EXERCISE BRIEF:
The answer is an exact repetition of every entry, with all images left out.
*** Opening of SUPPLIED MATERIAL ***
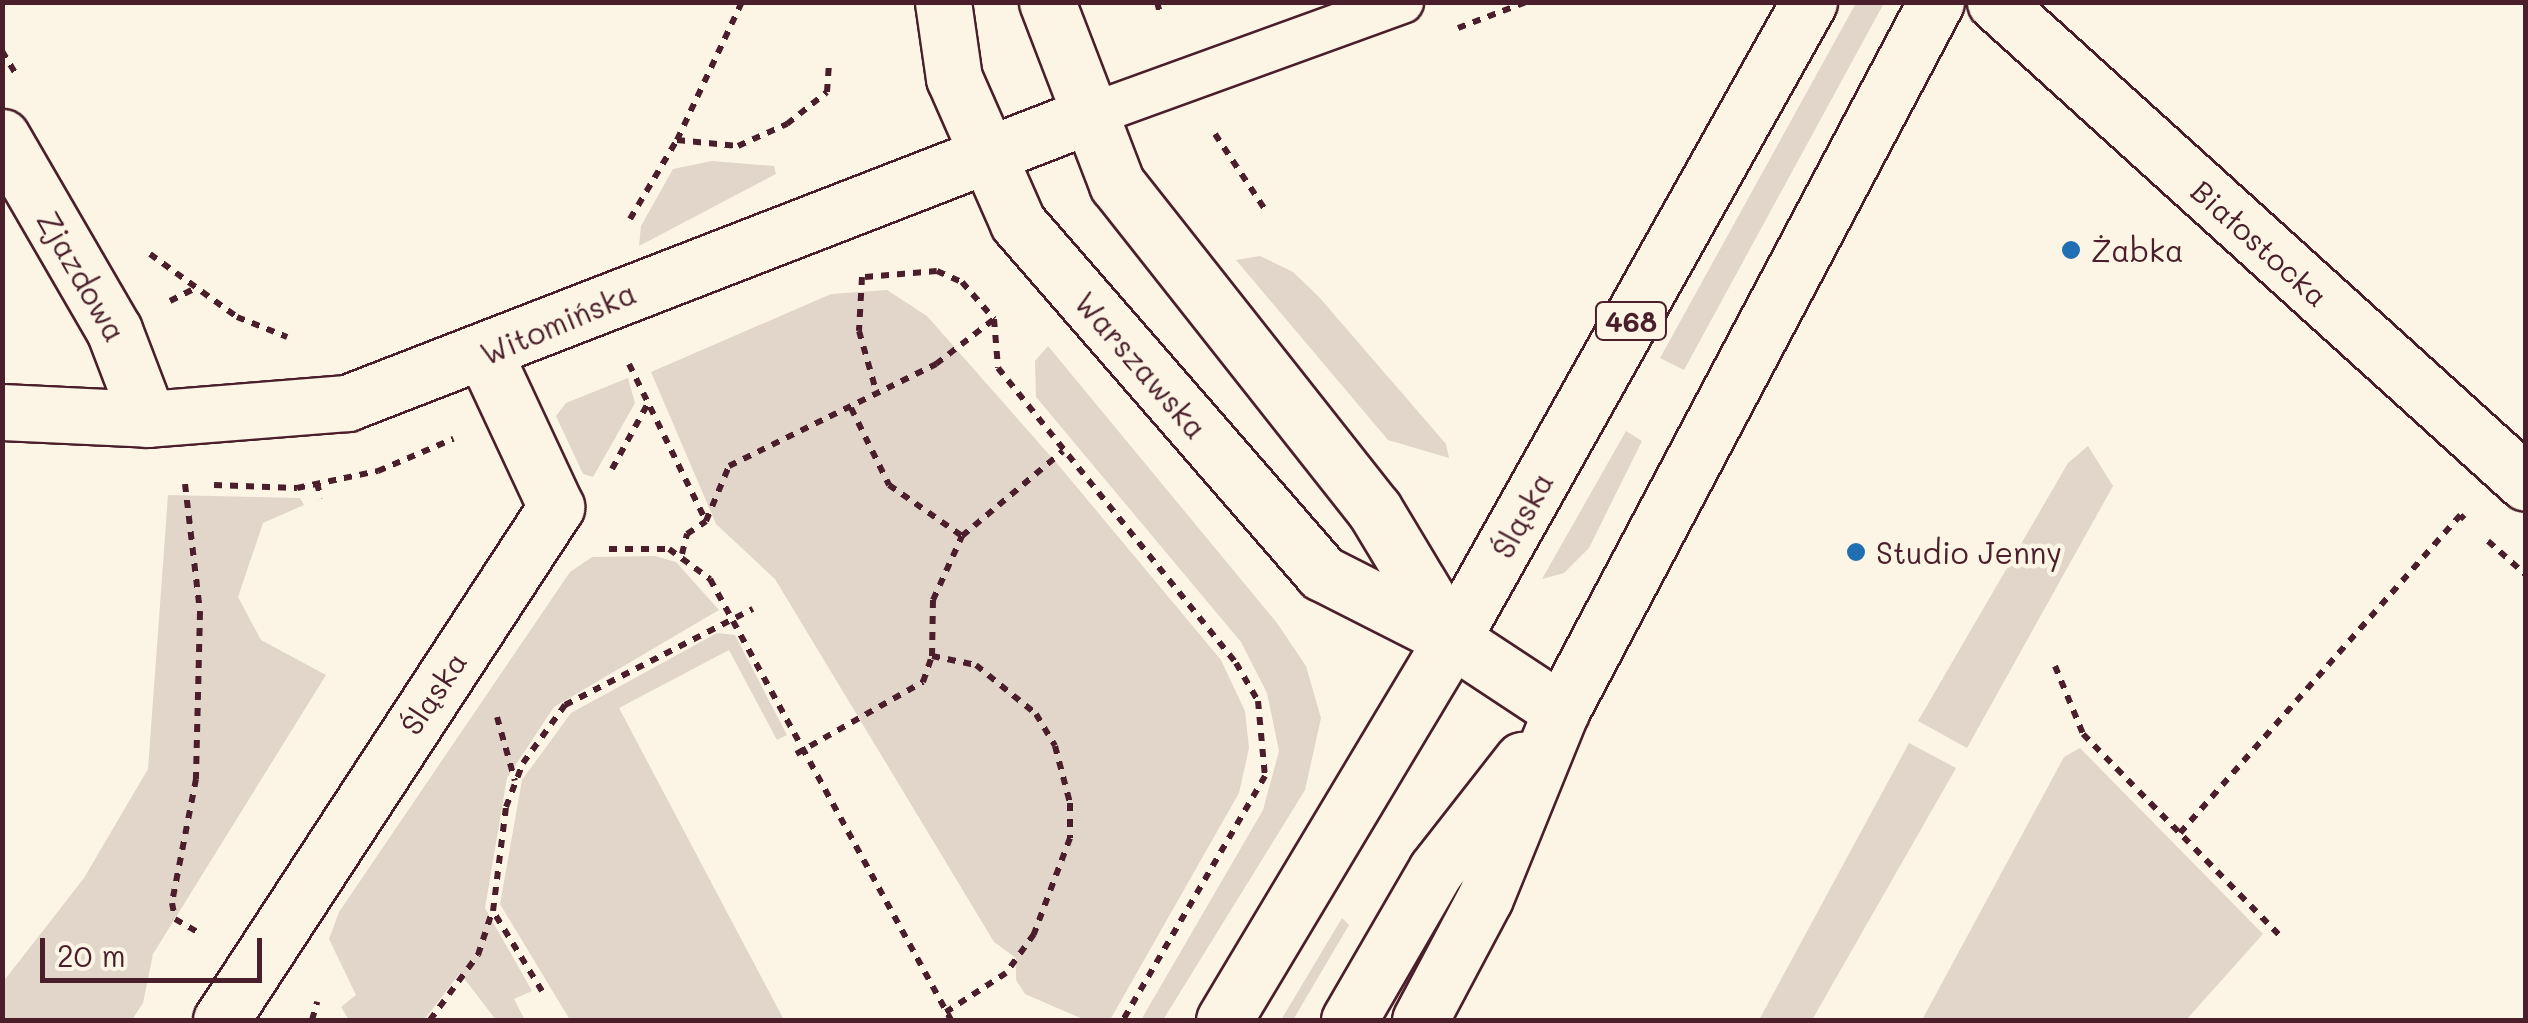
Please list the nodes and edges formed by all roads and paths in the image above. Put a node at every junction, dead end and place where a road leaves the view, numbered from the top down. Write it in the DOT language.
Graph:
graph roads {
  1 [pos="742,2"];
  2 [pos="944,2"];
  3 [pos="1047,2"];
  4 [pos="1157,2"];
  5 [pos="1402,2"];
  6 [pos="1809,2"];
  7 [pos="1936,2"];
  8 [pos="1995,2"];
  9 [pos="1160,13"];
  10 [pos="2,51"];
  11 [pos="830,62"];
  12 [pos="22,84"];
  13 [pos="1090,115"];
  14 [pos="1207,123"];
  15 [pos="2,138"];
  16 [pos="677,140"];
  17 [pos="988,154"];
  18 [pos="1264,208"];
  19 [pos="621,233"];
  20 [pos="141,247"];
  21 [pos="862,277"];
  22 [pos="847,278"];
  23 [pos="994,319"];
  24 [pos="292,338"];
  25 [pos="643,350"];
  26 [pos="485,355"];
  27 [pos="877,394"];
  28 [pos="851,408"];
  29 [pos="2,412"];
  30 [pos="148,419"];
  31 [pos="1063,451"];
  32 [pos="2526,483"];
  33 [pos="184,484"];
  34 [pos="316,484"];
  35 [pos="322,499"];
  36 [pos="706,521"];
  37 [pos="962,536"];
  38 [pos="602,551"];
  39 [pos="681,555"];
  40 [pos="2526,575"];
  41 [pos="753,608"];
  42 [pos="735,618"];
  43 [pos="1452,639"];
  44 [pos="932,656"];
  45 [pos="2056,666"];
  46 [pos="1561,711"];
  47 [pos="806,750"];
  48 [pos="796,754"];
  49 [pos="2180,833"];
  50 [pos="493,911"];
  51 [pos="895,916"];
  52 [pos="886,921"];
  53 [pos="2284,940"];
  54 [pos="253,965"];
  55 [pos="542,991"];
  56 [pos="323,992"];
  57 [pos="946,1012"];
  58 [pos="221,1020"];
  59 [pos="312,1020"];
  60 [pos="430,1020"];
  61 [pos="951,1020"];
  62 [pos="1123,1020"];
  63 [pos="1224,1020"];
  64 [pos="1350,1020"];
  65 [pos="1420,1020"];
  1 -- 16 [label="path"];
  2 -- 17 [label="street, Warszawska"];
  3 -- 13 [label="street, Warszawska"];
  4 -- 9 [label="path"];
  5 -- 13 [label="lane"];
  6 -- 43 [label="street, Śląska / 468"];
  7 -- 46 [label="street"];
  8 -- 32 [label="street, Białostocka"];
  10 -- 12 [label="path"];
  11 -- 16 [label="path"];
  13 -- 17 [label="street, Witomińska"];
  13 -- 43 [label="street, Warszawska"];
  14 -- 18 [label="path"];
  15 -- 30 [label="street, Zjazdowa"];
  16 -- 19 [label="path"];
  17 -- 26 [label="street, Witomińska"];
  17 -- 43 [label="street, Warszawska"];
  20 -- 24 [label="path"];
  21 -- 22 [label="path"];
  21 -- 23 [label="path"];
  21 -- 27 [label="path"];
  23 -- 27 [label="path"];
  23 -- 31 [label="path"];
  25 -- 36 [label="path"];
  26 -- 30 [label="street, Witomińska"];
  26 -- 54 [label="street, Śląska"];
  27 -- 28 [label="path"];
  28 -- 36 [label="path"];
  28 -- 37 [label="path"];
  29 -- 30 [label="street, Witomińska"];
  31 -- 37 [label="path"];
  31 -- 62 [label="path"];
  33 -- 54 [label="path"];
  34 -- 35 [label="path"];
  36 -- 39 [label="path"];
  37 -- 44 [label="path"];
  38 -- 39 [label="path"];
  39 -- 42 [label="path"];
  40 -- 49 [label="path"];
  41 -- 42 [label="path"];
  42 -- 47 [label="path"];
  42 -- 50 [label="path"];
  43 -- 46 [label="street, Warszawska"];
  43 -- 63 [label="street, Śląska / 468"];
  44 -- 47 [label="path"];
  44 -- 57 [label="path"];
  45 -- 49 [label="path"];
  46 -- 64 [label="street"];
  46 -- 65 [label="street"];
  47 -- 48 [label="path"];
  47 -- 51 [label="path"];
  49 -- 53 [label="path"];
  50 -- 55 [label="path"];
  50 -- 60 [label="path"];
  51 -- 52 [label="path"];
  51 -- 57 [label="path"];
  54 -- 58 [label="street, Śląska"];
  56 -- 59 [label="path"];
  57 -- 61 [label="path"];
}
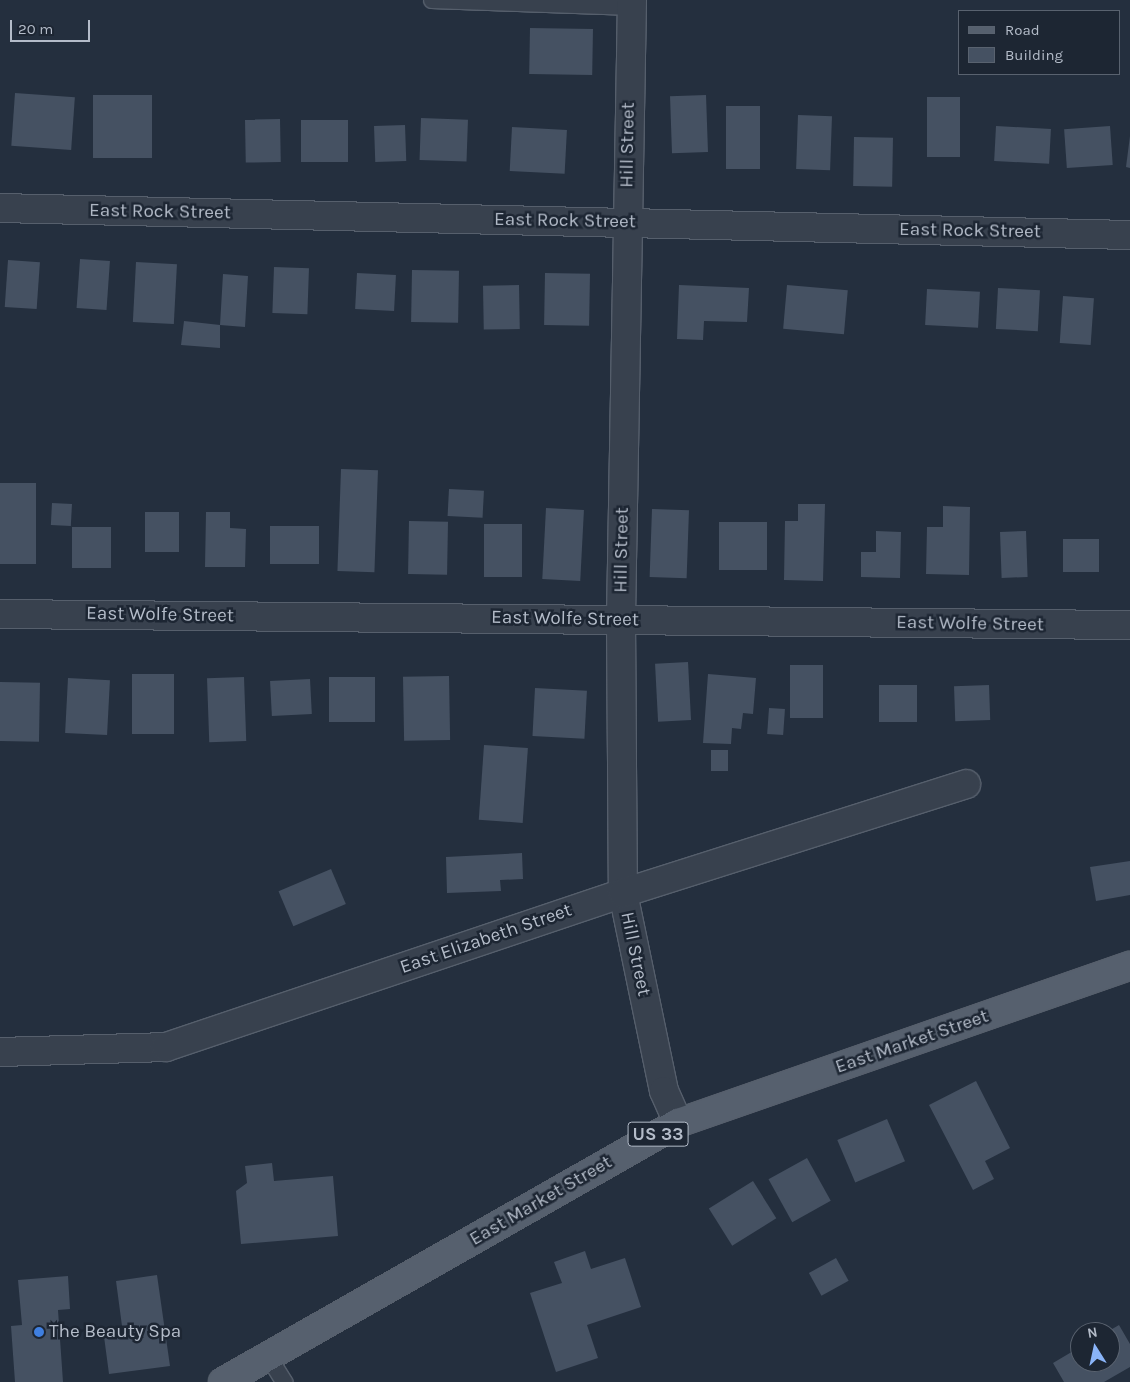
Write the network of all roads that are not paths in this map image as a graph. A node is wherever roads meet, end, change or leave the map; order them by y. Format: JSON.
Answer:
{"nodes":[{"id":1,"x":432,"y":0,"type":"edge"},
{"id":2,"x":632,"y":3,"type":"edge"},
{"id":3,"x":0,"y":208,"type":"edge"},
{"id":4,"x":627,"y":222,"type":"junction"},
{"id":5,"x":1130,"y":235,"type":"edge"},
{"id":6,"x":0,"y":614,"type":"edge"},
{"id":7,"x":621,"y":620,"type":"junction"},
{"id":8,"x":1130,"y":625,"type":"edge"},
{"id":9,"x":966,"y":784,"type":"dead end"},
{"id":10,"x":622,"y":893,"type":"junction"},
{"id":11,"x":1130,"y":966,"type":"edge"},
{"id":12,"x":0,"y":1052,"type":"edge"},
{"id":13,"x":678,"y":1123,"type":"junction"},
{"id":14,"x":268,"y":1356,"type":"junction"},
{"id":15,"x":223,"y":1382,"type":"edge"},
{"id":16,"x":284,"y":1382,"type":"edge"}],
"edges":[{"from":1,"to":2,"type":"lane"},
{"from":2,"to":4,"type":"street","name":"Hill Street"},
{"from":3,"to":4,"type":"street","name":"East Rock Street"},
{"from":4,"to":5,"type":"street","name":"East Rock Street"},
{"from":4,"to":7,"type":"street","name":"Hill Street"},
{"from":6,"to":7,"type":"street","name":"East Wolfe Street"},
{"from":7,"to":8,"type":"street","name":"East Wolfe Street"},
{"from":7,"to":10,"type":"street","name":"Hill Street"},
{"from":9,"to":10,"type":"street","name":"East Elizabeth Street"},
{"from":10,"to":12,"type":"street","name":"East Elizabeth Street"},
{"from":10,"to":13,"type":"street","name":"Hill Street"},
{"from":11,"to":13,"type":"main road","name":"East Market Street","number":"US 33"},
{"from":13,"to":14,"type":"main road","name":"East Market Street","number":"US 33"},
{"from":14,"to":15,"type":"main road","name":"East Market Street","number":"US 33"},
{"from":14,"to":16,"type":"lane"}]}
*** Close of SUPPLIED MATERIAL ***
SOLUTION:
Please list the nodes and edges formed by all roads and paths in the image above. Put a node at every junction, dead end and place where a road leaves the view, numbered from the top down. Write it in the DOT language.
Graph:
graph roads {
  1 [pos="742,2"];
  2 [pos="944,2"];
  3 [pos="1047,2"];
  4 [pos="1157,2"];
  5 [pos="1402,2"];
  6 [pos="1809,2"];
  7 [pos="1936,2"];
  8 [pos="1995,2"];
  9 [pos="1160,13"];
  10 [pos="2,51"];
  11 [pos="830,62"];
  12 [pos="22,84"];
  13 [pos="1090,115"];
  14 [pos="1207,123"];
  15 [pos="2,138"];
  16 [pos="677,140"];
  17 [pos="988,154"];
  18 [pos="1264,208"];
  19 [pos="621,233"];
  20 [pos="141,247"];
  21 [pos="862,277"];
  22 [pos="847,278"];
  23 [pos="994,319"];
  24 [pos="292,338"];
  25 [pos="643,350"];
  26 [pos="485,355"];
  27 [pos="877,394"];
  28 [pos="851,408"];
  29 [pos="2,412"];
  30 [pos="148,419"];
  31 [pos="1063,451"];
  32 [pos="2526,483"];
  33 [pos="184,484"];
  34 [pos="316,484"];
  35 [pos="322,499"];
  36 [pos="706,521"];
  37 [pos="962,536"];
  38 [pos="602,551"];
  39 [pos="681,555"];
  40 [pos="2526,575"];
  41 [pos="753,608"];
  42 [pos="735,618"];
  43 [pos="1452,639"];
  44 [pos="932,656"];
  45 [pos="2056,666"];
  46 [pos="1561,711"];
  47 [pos="806,750"];
  48 [pos="796,754"];
  49 [pos="2180,833"];
  50 [pos="493,911"];
  51 [pos="895,916"];
  52 [pos="886,921"];
  53 [pos="2284,940"];
  54 [pos="253,965"];
  55 [pos="542,991"];
  56 [pos="323,992"];
  57 [pos="946,1012"];
  58 [pos="221,1020"];
  59 [pos="312,1020"];
  60 [pos="430,1020"];
  61 [pos="951,1020"];
  62 [pos="1123,1020"];
  63 [pos="1224,1020"];
  64 [pos="1350,1020"];
  65 [pos="1420,1020"];
  1 -- 16 [label="path"];
  2 -- 17 [label="street, Warszawska"];
  3 -- 13 [label="street, Warszawska"];
  4 -- 9 [label="path"];
  5 -- 13 [label="lane"];
  6 -- 43 [label="street, Śląska / 468"];
  7 -- 46 [label="street"];
  8 -- 32 [label="street, Białostocka"];
  10 -- 12 [label="path"];
  11 -- 16 [label="path"];
  13 -- 17 [label="street, Witomińska"];
  13 -- 43 [label="street, Warszawska"];
  14 -- 18 [label="path"];
  15 -- 30 [label="street, Zjazdowa"];
  16 -- 19 [label="path"];
  17 -- 26 [label="street, Witomińska"];
  17 -- 43 [label="street, Warszawska"];
  20 -- 24 [label="path"];
  21 -- 22 [label="path"];
  21 -- 23 [label="path"];
  21 -- 27 [label="path"];
  23 -- 27 [label="path"];
  23 -- 31 [label="path"];
  25 -- 36 [label="path"];
  26 -- 30 [label="street, Witomińska"];
  26 -- 54 [label="street, Śląska"];
  27 -- 28 [label="path"];
  28 -- 36 [label="path"];
  28 -- 37 [label="path"];
  29 -- 30 [label="street, Witomińska"];
  31 -- 37 [label="path"];
  31 -- 62 [label="path"];
  33 -- 54 [label="path"];
  34 -- 35 [label="path"];
  36 -- 39 [label="path"];
  37 -- 44 [label="path"];
  38 -- 39 [label="path"];
  39 -- 42 [label="path"];
  40 -- 49 [label="path"];
  41 -- 42 [label="path"];
  42 -- 47 [label="path"];
  42 -- 50 [label="path"];
  43 -- 46 [label="street, Warszawska"];
  43 -- 63 [label="street, Śląska / 468"];
  44 -- 47 [label="path"];
  44 -- 57 [label="path"];
  45 -- 49 [label="path"];
  46 -- 64 [label="street"];
  46 -- 65 [label="street"];
  47 -- 48 [label="path"];
  47 -- 51 [label="path"];
  49 -- 53 [label="path"];
  50 -- 55 [label="path"];
  50 -- 60 [label="path"];
  51 -- 52 [label="path"];
  51 -- 57 [label="path"];
  54 -- 58 [label="street, Śląska"];
  56 -- 59 [label="path"];
  57 -- 61 [label="path"];
}
Write the network of all roads that are not paths in this map image as a graph. A node is wherever roads meet, end, change or leave the map; order them by y. Format: JSON.
Answer:
{"nodes":[{"id":1,"x":432,"y":0,"type":"edge"},
{"id":2,"x":632,"y":3,"type":"edge"},
{"id":3,"x":0,"y":208,"type":"edge"},
{"id":4,"x":627,"y":222,"type":"junction"},
{"id":5,"x":1130,"y":235,"type":"edge"},
{"id":6,"x":0,"y":614,"type":"edge"},
{"id":7,"x":621,"y":620,"type":"junction"},
{"id":8,"x":1130,"y":625,"type":"edge"},
{"id":9,"x":966,"y":784,"type":"dead end"},
{"id":10,"x":622,"y":893,"type":"junction"},
{"id":11,"x":1130,"y":966,"type":"edge"},
{"id":12,"x":0,"y":1052,"type":"edge"},
{"id":13,"x":678,"y":1123,"type":"junction"},
{"id":14,"x":268,"y":1356,"type":"junction"},
{"id":15,"x":223,"y":1382,"type":"edge"},
{"id":16,"x":284,"y":1382,"type":"edge"}],
"edges":[{"from":1,"to":2,"type":"lane"},
{"from":2,"to":4,"type":"street","name":"Hill Street"},
{"from":3,"to":4,"type":"street","name":"East Rock Street"},
{"from":4,"to":5,"type":"street","name":"East Rock Street"},
{"from":4,"to":7,"type":"street","name":"Hill Street"},
{"from":6,"to":7,"type":"street","name":"East Wolfe Street"},
{"from":7,"to":8,"type":"street","name":"East Wolfe Street"},
{"from":7,"to":10,"type":"street","name":"Hill Street"},
{"from":9,"to":10,"type":"street","name":"East Elizabeth Street"},
{"from":10,"to":12,"type":"street","name":"East Elizabeth Street"},
{"from":10,"to":13,"type":"street","name":"Hill Street"},
{"from":11,"to":13,"type":"main road","name":"East Market Street","number":"US 33"},
{"from":13,"to":14,"type":"main road","name":"East Market Street","number":"US 33"},
{"from":14,"to":15,"type":"main road","name":"East Market Street","number":"US 33"},
{"from":14,"to":16,"type":"lane"}]}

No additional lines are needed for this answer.